# Game Thread: Portland TrailBlazers @ Phoenix Suns [The Return]



## Dissonance (Jul 21, 2004)

*[Portland TrailBlazers] * *(20-47) *​

*PG * *S. Blake * - *SG* *J. Jack* -* SF* *V. Khryapa* - *PF* *Z. Randolph* - *C* *B. Skinner*


*
Blazers Individual Stats* 









 * @*​



















*[Phoenix Suns]** (45-21)*



*PG * *S. Nash* - *SG* *R. Bell* -* SF* *S. Marion* - *PF* *B. Diaw* - *C* *A. Stoudemire*



*Suns Individual Stats* 








*Thursday, March 23rd - 9:00PM ET/7:00PM PT -US Airways Center- Phoenix, AZ *








* Suns Team Stats* 

*Pts Reb Ast * 
*Phoenix* - *[108.2] [42.1] [26.5] * 
*Opponents*- *[101.6] [45.9] [18.5] 
*
*Statistical Leaders*
*[Scoring]* *S. Marion [21.5]* 
* [Rebounds]* *S. Marion [12.3]* 
*[Assists] * *S. Nash [10.8] * 
*[FG%]* *B. Diaw [52.4] * 
*[FT%]* *S.Nash [92.3] * 
*[3PT%] * *L. Barbosa  [46.1]* 
*[Blocks]* *S. Marion [1.9] * 
*[Steals]* *S. Marion [1.9] * 







*Blazers Team Stats  * 

* Pts Reb Ast * 
* Portland* *[88.5] [38.2] [18.3] * 
* Opponents* *[97.0] [42.3] [20.4] *

*Statistical Leaders*
*[Scoring]** Z. Randolph [18.8] * 
*[Rebounds* *Z. Randolph* *[8.5] * 
*[Assists] * *J. Jack 2.4 * 
*[FG%]* *Z. Randolph  [44.5] * 
*[FT%]* *J. Dixon * *[80.3]*
*]3PT%]* *S. Blake [41.2]* 
*[Blocks]* *J. Przybilla [2.2] * 
*[Steals]* *J. Dixon [0.8]*​


----------



## Carbo04 (Apr 15, 2005)

IT'S TIME!!!!!


Tell me I can't!! I don't hear you!

*Watches swat on Devin Harris in the tub*
*rewinds*
*watches again*


----------



## Dissonance (Jul 21, 2004)

Carbo04 said:


> IT'S TIME!!!!!
> 
> 
> Tell me I can't!! I don't hear you!
> ...



in the tub? That's kinda scary man..lol


Yeah, I won't be seeing it but I'll be score board watching. Is there a TNT game tonight? Or they do it Tuesday just cuz of NCAA tourney? They should like change it if there was one. Just for Amare damnit.


----------



## Carbo04 (Apr 15, 2005)

dissonance19 said:


> in the tub? That's kinda scary man..lol
> 
> 
> Yeah, I won't be seeing it but I'll be score board watching. Is there a TNT game tonight? Or they do it Tuesday just cuz of NCAA tourney? They should like change it if there was one. Just for Amare damnit.

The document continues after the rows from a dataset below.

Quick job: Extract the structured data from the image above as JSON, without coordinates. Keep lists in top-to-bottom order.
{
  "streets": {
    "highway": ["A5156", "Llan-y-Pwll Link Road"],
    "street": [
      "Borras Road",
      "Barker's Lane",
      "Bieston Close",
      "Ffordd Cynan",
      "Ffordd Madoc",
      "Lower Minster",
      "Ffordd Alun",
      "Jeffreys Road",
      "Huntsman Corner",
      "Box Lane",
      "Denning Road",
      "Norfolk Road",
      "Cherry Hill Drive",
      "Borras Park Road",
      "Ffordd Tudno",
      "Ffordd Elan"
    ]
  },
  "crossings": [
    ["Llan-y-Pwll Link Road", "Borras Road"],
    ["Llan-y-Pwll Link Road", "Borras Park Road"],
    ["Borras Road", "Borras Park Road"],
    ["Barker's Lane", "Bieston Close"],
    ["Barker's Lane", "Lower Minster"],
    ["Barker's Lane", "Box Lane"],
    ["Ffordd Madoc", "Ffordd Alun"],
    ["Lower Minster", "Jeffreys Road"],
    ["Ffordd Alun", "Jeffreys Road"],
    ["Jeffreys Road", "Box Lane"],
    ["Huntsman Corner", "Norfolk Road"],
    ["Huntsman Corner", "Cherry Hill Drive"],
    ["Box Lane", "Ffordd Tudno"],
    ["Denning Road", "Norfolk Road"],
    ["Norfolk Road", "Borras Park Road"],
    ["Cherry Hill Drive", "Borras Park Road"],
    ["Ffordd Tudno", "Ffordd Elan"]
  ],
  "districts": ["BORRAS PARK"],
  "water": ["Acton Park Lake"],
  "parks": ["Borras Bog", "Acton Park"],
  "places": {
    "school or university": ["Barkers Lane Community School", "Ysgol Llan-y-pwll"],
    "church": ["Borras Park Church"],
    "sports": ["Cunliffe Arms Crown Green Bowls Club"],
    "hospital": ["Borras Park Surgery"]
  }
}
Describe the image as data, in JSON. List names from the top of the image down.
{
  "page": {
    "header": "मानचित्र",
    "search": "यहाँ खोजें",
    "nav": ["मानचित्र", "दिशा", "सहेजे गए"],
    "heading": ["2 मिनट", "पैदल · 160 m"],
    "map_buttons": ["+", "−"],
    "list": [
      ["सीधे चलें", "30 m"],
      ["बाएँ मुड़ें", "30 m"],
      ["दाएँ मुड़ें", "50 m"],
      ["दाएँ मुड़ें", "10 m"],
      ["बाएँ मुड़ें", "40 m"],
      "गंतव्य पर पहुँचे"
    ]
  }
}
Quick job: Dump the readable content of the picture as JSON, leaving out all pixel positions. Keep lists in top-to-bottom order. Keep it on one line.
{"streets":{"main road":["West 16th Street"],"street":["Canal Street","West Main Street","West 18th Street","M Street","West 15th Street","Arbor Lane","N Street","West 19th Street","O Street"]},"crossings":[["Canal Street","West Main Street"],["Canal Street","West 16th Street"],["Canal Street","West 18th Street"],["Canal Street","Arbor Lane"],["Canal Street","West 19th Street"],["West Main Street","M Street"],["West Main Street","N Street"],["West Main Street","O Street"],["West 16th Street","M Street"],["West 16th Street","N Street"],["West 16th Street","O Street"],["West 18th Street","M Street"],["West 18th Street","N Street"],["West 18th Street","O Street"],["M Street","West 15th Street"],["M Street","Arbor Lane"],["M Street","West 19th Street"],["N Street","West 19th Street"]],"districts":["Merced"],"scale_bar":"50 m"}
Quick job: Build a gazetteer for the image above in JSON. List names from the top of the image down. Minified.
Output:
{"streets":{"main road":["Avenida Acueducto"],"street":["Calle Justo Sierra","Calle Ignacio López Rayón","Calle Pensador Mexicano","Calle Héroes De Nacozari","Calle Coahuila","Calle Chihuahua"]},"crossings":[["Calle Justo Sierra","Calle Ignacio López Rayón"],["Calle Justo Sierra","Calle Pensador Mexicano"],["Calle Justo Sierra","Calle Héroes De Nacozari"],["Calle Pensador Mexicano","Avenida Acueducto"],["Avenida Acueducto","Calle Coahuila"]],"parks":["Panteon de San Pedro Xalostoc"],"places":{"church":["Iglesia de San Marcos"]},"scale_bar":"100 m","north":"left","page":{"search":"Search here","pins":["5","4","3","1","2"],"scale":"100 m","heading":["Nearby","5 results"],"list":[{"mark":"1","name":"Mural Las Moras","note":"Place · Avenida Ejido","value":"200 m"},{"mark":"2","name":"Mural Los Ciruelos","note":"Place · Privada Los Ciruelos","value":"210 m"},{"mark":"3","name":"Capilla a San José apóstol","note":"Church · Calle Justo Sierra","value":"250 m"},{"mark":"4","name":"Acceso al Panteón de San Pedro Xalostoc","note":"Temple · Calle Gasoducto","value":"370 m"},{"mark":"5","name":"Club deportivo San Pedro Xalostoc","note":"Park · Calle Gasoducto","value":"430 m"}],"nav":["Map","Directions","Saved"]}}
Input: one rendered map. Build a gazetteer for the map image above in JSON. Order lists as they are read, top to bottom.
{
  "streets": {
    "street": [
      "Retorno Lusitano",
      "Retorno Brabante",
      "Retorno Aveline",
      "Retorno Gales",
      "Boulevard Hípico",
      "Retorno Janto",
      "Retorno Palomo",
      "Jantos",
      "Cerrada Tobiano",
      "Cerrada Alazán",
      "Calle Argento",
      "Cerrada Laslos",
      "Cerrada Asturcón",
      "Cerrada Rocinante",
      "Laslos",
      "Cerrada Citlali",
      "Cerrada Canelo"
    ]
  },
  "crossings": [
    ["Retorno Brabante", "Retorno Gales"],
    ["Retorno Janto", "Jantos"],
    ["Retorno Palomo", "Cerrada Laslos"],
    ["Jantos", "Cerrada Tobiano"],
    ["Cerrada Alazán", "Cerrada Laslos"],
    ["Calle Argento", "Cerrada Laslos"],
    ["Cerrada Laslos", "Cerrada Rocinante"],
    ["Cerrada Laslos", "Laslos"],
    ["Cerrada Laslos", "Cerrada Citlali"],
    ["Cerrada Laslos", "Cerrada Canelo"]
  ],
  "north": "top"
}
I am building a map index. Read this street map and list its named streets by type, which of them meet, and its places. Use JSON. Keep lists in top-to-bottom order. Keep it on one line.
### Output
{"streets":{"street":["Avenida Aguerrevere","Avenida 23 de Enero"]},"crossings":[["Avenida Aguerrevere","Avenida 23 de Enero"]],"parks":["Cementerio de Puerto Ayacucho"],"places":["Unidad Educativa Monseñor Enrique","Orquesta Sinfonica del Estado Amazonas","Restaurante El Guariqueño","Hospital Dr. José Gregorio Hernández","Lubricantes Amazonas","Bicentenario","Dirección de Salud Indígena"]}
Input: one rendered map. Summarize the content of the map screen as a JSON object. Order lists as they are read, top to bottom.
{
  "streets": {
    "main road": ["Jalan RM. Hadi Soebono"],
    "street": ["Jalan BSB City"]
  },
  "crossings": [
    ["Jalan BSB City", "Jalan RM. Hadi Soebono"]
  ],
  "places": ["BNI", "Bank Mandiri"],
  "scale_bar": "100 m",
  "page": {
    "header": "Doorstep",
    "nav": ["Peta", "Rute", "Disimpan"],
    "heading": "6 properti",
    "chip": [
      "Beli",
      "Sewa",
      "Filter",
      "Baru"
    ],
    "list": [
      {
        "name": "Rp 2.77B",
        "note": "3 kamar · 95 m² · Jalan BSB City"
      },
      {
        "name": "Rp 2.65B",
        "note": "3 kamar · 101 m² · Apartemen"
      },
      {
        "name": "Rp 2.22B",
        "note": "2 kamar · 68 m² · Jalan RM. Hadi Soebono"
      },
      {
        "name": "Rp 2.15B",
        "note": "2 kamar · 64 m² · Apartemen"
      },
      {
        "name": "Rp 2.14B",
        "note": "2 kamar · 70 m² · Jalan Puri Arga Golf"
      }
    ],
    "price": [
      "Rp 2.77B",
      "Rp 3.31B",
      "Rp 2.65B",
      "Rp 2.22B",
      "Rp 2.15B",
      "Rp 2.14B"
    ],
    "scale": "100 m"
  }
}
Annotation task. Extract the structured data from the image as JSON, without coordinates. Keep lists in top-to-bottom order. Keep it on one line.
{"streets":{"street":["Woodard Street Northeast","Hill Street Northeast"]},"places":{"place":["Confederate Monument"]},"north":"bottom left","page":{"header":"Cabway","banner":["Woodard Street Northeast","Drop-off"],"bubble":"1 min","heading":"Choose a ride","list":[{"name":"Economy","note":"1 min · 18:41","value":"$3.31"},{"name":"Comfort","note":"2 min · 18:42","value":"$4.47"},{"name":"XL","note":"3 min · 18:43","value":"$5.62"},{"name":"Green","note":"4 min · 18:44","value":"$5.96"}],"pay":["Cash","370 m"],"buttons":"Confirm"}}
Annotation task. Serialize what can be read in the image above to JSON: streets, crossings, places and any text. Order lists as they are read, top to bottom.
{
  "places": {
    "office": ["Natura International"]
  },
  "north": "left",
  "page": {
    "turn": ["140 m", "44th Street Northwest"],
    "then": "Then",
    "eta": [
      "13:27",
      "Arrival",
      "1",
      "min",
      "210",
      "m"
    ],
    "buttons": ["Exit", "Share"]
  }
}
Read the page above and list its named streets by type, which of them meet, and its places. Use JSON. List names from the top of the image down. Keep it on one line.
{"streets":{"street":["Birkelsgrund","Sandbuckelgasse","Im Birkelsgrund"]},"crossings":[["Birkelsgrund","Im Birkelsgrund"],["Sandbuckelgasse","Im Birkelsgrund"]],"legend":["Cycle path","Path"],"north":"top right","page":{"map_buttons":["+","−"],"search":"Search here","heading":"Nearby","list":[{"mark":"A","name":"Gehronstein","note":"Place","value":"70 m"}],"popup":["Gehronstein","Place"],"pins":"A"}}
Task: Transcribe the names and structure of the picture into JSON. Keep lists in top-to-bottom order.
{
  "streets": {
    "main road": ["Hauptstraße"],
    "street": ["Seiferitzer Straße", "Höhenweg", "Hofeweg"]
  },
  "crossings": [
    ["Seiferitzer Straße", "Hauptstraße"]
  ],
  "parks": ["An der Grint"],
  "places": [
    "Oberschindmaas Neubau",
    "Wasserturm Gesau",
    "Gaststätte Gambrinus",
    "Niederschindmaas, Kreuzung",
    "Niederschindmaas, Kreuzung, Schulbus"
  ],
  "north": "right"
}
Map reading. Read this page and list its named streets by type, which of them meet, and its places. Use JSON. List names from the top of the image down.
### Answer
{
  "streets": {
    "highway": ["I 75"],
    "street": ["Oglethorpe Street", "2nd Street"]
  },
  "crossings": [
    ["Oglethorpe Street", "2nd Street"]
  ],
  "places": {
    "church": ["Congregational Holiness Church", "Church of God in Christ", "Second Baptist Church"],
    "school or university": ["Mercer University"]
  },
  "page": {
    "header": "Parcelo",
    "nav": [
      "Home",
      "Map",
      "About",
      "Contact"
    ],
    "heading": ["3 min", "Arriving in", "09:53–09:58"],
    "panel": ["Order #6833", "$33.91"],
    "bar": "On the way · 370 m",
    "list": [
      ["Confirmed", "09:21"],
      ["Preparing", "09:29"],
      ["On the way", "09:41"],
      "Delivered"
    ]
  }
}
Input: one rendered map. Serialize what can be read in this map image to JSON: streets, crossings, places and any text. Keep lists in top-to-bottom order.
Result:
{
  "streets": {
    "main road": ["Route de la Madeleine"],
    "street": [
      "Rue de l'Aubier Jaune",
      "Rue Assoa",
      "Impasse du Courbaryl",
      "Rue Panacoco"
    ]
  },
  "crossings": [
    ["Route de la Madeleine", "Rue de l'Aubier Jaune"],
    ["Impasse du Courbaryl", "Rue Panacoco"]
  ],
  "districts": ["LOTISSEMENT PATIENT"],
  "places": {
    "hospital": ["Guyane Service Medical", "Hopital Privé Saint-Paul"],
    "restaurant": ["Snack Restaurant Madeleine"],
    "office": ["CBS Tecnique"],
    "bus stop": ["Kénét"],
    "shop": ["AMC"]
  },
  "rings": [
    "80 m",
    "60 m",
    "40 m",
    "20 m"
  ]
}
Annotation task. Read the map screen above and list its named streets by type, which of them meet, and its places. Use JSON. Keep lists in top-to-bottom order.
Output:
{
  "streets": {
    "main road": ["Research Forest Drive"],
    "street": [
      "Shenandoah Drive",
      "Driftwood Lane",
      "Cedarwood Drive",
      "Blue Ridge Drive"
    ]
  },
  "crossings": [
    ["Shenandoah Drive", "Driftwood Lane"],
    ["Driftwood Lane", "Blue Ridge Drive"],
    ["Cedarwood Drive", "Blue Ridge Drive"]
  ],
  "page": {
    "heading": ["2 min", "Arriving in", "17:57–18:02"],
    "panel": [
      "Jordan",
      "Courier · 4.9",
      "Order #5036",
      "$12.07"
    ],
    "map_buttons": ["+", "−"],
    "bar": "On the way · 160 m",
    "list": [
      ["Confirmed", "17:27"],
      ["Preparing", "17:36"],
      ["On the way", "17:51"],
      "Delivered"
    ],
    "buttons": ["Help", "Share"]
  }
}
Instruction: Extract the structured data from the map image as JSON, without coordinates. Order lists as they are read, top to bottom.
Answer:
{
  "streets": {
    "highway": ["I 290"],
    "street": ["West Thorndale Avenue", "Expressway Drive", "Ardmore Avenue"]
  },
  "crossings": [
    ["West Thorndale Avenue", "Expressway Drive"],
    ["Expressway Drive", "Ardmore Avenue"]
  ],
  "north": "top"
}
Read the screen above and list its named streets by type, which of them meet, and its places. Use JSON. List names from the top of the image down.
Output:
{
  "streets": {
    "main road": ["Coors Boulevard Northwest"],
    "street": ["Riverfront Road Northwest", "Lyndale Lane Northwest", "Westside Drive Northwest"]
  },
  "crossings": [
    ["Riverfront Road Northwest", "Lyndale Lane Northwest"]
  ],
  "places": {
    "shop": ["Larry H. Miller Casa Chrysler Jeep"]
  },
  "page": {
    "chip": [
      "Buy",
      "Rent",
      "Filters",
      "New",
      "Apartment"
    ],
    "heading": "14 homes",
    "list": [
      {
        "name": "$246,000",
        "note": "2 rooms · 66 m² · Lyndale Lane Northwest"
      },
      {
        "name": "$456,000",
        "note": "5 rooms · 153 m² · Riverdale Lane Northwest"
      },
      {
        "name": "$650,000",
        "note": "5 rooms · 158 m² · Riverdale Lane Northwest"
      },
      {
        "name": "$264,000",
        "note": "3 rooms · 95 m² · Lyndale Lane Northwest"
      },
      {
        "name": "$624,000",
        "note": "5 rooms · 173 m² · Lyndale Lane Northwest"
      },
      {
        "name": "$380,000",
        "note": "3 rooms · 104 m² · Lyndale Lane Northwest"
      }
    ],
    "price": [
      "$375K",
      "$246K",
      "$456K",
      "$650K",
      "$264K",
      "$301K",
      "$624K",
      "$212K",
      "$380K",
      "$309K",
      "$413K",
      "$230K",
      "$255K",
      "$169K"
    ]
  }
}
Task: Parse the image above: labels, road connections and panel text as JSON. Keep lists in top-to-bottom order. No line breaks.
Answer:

You never seen that Amare Nike commercial? He's in the tub watching footage of a Mavs game were he blocks Devin Harris then rewinds it back and watches it again. Then it of course ends with the 'Tell me I can't, I don't hear you!".

But there is no TNT game tonight. Yes, it's because of the NCAA's. You'd think TNT would be like **** it though. Amare would bring ratings.


----------



## Dissonance (Jul 21, 2004)

Carbo04 said:


> You never seen that Amare Nike commercial? He's in the tub watching footage of a Mavs game were he blocks Devin Harris then rewinds it back and watches it again. Then it of course ends with the 'Tell me I can't, I don't hear you!".
> 
> But there is no TNT game tonight. Yes, it's because of the NCAA's. You'd think TNT would be like **** it though. Amare would bring ratings.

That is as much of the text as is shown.